## Your goal
Give the number of lines in the entries below that hold "street", with no accompanying words.

## Records from a collection

[Start of Attachment]

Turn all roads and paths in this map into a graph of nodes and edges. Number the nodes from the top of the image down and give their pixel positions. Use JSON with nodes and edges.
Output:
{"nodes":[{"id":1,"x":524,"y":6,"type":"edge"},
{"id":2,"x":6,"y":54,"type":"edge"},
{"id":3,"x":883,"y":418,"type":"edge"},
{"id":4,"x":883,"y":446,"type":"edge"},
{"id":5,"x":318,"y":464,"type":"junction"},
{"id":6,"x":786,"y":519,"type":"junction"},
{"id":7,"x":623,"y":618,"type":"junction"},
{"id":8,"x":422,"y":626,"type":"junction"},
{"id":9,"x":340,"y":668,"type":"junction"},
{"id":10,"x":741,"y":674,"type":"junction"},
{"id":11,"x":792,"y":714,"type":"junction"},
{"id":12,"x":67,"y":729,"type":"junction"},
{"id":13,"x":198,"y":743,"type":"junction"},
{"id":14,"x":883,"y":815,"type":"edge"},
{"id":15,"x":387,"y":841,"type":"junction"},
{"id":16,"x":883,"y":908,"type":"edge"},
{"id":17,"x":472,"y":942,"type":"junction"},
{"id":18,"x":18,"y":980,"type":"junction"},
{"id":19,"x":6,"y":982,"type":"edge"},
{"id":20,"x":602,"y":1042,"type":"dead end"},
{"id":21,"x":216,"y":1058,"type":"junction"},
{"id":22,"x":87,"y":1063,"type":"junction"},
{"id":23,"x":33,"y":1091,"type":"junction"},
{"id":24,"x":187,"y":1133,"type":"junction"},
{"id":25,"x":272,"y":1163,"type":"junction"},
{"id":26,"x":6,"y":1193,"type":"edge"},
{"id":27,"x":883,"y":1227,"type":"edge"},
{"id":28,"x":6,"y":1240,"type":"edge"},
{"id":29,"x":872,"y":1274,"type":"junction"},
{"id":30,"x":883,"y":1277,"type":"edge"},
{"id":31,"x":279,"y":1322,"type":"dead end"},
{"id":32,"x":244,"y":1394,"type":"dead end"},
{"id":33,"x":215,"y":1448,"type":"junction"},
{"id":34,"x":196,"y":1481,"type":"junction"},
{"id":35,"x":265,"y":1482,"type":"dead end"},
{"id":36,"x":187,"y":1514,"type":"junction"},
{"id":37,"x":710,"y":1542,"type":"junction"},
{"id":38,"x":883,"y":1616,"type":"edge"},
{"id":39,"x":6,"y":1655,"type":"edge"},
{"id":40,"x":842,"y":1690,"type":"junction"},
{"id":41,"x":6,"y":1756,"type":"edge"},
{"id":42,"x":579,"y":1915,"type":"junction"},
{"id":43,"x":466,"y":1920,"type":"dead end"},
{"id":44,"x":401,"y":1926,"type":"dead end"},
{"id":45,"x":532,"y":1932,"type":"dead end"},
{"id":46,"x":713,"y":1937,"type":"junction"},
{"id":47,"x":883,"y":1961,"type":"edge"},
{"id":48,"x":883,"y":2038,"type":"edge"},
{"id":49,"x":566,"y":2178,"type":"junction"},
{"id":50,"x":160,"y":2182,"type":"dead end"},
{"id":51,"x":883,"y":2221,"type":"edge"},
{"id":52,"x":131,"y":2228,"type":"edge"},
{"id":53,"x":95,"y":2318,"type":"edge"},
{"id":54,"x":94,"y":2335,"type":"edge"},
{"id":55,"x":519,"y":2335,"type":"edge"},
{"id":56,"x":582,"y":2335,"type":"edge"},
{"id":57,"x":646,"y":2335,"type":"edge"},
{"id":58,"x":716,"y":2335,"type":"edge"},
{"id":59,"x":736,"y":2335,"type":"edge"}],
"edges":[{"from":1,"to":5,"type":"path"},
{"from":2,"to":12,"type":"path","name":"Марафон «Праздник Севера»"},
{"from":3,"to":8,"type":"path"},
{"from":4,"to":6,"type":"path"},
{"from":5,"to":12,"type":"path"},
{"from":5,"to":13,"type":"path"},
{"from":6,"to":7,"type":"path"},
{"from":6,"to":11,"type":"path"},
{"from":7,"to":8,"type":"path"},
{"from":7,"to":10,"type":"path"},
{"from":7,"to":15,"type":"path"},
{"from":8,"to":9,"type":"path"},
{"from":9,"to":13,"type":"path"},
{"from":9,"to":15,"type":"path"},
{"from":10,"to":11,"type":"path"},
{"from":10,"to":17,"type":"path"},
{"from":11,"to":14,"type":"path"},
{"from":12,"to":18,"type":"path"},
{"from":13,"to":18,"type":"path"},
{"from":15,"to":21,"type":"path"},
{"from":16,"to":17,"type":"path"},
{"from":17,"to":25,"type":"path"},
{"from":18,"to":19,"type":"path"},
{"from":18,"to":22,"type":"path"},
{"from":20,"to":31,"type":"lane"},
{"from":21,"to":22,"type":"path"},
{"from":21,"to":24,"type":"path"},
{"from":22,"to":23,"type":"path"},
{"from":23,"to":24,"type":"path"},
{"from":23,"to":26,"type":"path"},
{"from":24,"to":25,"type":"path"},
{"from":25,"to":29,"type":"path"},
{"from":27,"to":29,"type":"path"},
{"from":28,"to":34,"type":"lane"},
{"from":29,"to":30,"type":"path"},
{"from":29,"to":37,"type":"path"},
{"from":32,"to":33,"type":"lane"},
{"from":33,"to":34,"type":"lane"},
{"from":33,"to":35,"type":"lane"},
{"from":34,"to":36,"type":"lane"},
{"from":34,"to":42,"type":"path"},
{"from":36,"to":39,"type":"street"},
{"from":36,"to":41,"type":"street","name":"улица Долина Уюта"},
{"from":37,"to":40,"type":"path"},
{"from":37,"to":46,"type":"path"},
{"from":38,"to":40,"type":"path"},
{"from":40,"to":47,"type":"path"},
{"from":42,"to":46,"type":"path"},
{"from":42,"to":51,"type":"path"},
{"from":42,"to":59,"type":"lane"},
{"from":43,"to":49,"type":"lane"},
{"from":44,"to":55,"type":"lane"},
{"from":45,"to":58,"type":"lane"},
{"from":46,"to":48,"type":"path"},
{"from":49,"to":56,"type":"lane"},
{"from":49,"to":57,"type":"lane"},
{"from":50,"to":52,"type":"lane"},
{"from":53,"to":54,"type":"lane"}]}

[End of Attachment]

## Expected output
2